Although my story is fictional, it is based on plausible events inspired by two of the places we've lived--a city near the Sahara and Djibouti. And no I'm not trying to offend anyone, Djibouti is an actual city in the country of the same name.
|Map of Djibouti|
The French occupied Djibouti at one time and still maintain a foreign legion base there, and the U.S. military has its only military base in Africa there as well.
I googled Djibouti and was rather disturbed to find several sites that listed Djibouti's average temperature at 85°F. I suppose that number is possible if the reading was taken from the air-conditioned office of the Minister of Propaganda, but I don't remember a day that felt below 90 °F.
In fact, it was not uncommon to have temps in the 120s. A temperature reading at the U.S. military base even placed one summer day at 130°F with the humidity factored in.
Djibouti is hot, barren, and stinky. It's full of sand, feral dogs and goats that climb on cars or into the trees to reach the scruffy foliage that somehow survives in a place that smells and feels like a dryer full of towels washed in low tide. But it does have crystal-clear water (outside the city) and white-sand beaches.
I frequently heard of wild sandstorms in the Sahara. I never personally experienced any while living near there nor in Djibouti, but as the video at the beginning shows, it can happen. And in my 338-word story, it does:
A Djiboutian Christmas
by Johnell DeWitt
by Johnell DeWitt
On Christmas Eve the desert wind howled and growled. Beth growled back.
“I want to go to our old home and build a snowman with Nana.”
“Sweetheart,” said Mom. “We can have Christmas in Djibouti too.”
“I hate Djibouti! It’s too hot for snow and too hot for Santa.”
“Santa will find us,” said Mom.
“But what if Santa’s reindeers get hot and can't fly? The only animals here are scruffy goats who climb trees and stinky dogs who live by the ocean. Santa can’t use climbing goats or soggy dogs to fly his sleigh.”
“Santa won’t come at all if you’re not asleep.”
“I don’t care if Santa comes,” huffed Beth. “Even Santa can’t make it snow in the desert!”

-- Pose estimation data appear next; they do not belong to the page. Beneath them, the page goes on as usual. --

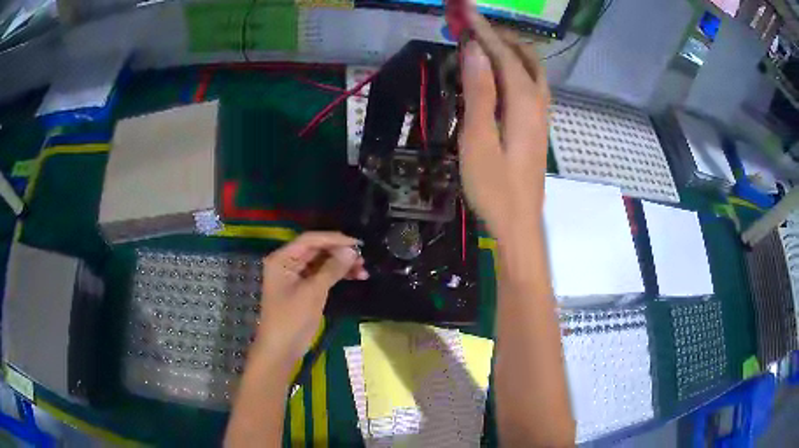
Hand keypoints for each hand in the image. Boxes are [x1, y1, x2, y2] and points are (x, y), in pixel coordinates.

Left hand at [254, 232, 367, 365]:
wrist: (281, 349)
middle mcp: (288, 263)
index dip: (334, 239)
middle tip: (363, 258)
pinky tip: (355, 277)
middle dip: (340, 253)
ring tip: (363, 270)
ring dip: (342, 264)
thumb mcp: (313, 292)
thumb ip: (332, 269)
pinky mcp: (304, 289)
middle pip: (317, 250)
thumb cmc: (291, 319)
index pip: (310, 240)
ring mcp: (296, 276)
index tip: (357, 243)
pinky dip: (338, 275)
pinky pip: (322, 275)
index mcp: (282, 259)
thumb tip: (352, 251)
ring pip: (322, 263)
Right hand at [459, 10, 550, 237]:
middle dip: (502, 37)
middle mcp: (538, 105)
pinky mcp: (536, 128)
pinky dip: (515, 69)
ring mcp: (541, 117)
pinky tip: (501, 73)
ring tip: (485, 43)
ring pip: (532, 72)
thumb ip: (479, 93)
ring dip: (511, 51)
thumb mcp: (478, 140)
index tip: (466, 11)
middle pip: (526, 59)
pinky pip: (530, 86)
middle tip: (474, 27)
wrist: (518, 225)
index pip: (504, 56)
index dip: (485, 32)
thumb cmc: (494, 188)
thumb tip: (474, 51)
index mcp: (524, 105)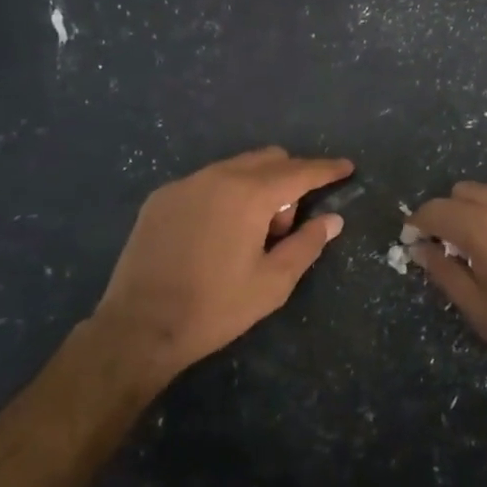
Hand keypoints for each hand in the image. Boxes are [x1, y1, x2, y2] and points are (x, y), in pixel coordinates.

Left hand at [89, 147, 353, 388]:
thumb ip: (307, 244)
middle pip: (268, 159)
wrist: (139, 327)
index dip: (326, 169)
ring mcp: (185, 184)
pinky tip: (216, 234)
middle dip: (289, 181)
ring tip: (249, 235)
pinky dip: (225, 194)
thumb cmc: (215, 308)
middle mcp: (217, 176)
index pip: (299, 172)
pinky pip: (206, 181)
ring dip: (256, 187)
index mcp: (249, 195)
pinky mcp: (161, 198)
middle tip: (285, 227)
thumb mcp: (273, 283)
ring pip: (236, 167)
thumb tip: (332, 219)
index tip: (347, 168)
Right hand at [408, 183, 486, 394]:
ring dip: (481, 214)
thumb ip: (446, 274)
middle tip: (450, 247)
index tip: (414, 240)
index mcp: (486, 229)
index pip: (437, 208)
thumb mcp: (482, 313)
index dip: (419, 222)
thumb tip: (421, 249)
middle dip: (450, 213)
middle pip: (466, 191)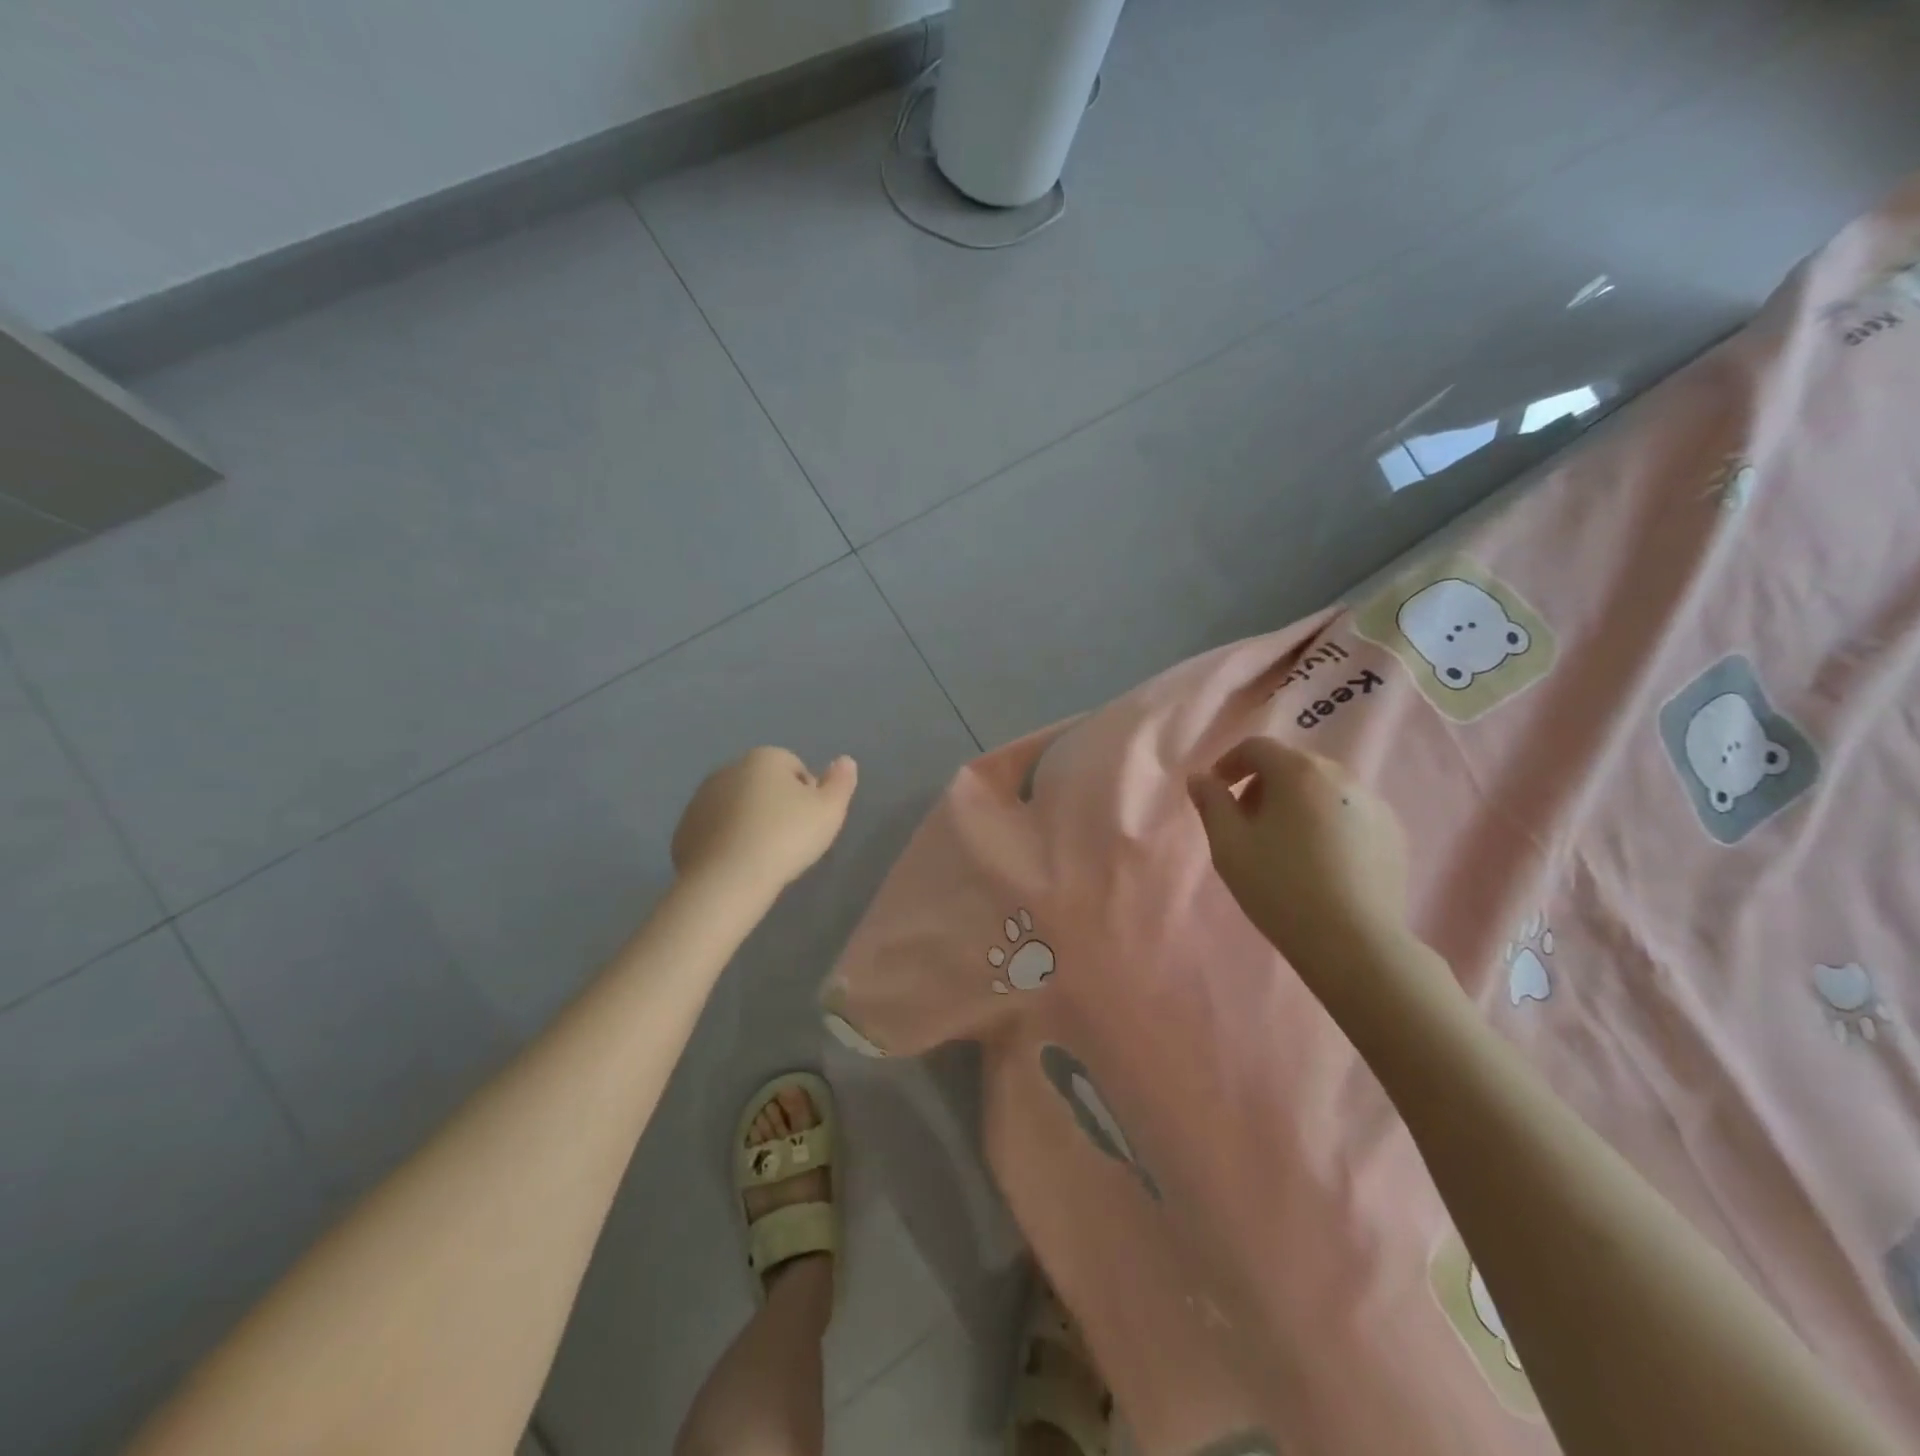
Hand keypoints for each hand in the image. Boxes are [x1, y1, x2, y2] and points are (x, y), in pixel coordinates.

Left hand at [672, 747, 857, 897]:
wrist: (728, 878)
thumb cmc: (786, 838)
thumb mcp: (829, 811)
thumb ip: (841, 782)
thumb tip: (845, 760)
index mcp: (765, 758)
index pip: (796, 768)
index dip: (808, 796)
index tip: (810, 824)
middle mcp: (729, 769)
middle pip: (764, 785)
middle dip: (776, 806)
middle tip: (789, 840)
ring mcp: (701, 798)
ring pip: (737, 806)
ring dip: (750, 822)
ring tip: (764, 855)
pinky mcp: (685, 828)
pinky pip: (716, 830)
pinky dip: (727, 841)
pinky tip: (739, 864)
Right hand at [1187, 738, 1416, 987]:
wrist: (1354, 942)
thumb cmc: (1279, 887)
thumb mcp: (1228, 845)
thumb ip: (1211, 803)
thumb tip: (1200, 778)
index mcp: (1297, 771)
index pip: (1256, 747)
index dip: (1229, 763)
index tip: (1216, 791)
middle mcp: (1340, 776)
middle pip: (1291, 764)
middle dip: (1262, 784)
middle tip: (1245, 821)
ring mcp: (1374, 804)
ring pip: (1322, 788)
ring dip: (1295, 803)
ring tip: (1283, 844)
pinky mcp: (1393, 833)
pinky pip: (1349, 813)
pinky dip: (1326, 822)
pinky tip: (1319, 862)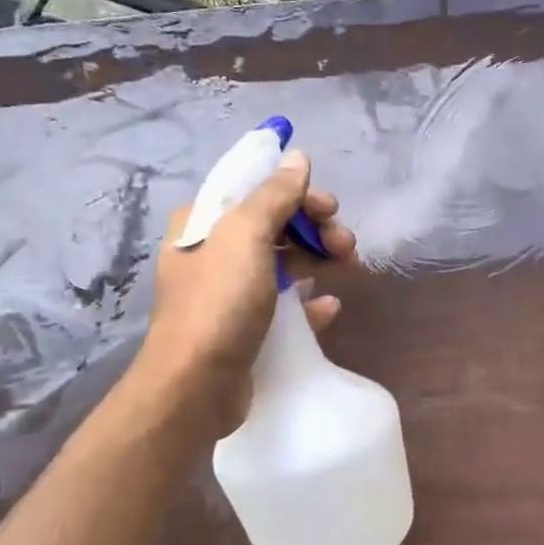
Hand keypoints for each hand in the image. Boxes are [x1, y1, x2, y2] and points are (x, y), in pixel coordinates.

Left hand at [135, 150, 355, 426]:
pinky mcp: (245, 329)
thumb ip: (274, 195)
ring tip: (348, 267)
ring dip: (317, 259)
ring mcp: (229, 294)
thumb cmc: (219, 303)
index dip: (296, 192)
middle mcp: (213, 254)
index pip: (254, 190)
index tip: (330, 207)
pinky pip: (284, 306)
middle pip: (273, 226)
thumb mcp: (245, 236)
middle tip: (346, 243)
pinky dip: (309, 302)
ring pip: (282, 264)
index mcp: (204, 224)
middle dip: (314, 228)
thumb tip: (297, 158)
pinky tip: (329, 307)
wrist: (196, 387)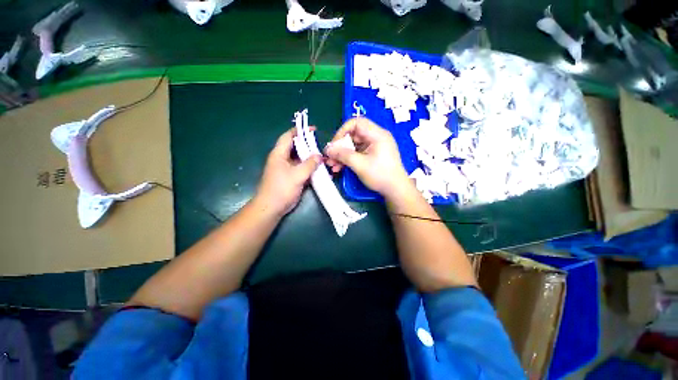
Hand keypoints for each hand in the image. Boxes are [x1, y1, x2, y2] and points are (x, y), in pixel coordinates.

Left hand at [255, 128, 320, 216]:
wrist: (271, 208)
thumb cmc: (281, 189)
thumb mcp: (297, 175)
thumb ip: (309, 164)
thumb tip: (319, 156)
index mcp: (279, 154)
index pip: (288, 136)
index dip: (299, 131)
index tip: (313, 129)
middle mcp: (282, 159)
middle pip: (295, 147)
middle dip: (308, 145)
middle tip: (321, 146)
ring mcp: (287, 169)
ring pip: (299, 159)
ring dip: (310, 158)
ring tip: (322, 157)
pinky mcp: (291, 177)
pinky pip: (301, 169)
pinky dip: (309, 168)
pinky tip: (319, 170)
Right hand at [325, 118, 411, 198]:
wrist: (396, 190)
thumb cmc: (380, 175)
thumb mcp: (360, 165)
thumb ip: (343, 155)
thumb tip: (328, 149)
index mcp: (377, 135)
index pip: (356, 123)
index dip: (342, 131)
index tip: (334, 144)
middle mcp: (376, 137)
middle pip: (353, 135)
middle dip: (340, 147)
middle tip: (330, 157)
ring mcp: (374, 147)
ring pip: (354, 146)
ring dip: (342, 155)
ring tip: (332, 165)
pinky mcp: (373, 155)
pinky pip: (358, 153)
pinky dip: (348, 159)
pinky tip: (339, 168)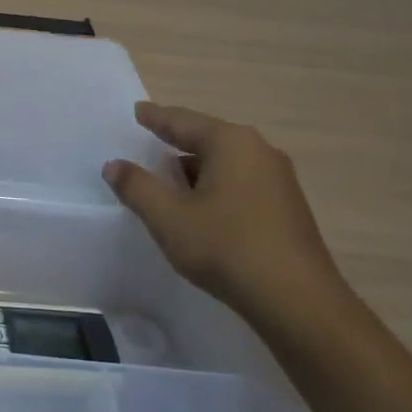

Mom sighed and pulled one of two dangling strings. The light went out, but the fan stayed on.
“Maybe Santa will surprise you.”
Beth grumbled as Mom closed the door, but the whir of the fan and the chick-chick-tap of sand caroled a desert lullaby.
All night the wind howled. All night the sand blew and in the morning…
Beth’s mom shook her awake.
“I’m waking you up on Christmas Day,” she laughed. “I think Santa heard you. Look out the window.”
Beth pushed aside her curtains. She could barely see her scraggly yard. Drifts of creamy sand frosted the walls like gingerbread icing.
“It’s a desert snow!” Beth squealed.
Dad held up a box dotted with prancing reindeer. “I think you should open this present first.”
Beth tore the wrapping off a new pail and shovel. She hugged her dad, slipped on her sandals and pushed her way out the door.
All morning Beth packed pail-loads of sand. All morning she molded and adorned until finally...
“I’m done,” she shouted. “Santa didn’t bring me snow for a snowman, but he did bring me sand for a sandman.”
A baseball-cap-wearing, carrot-nosed sandman grinned at Beth, and the desert wind blew in to say, “Merry Christmas.”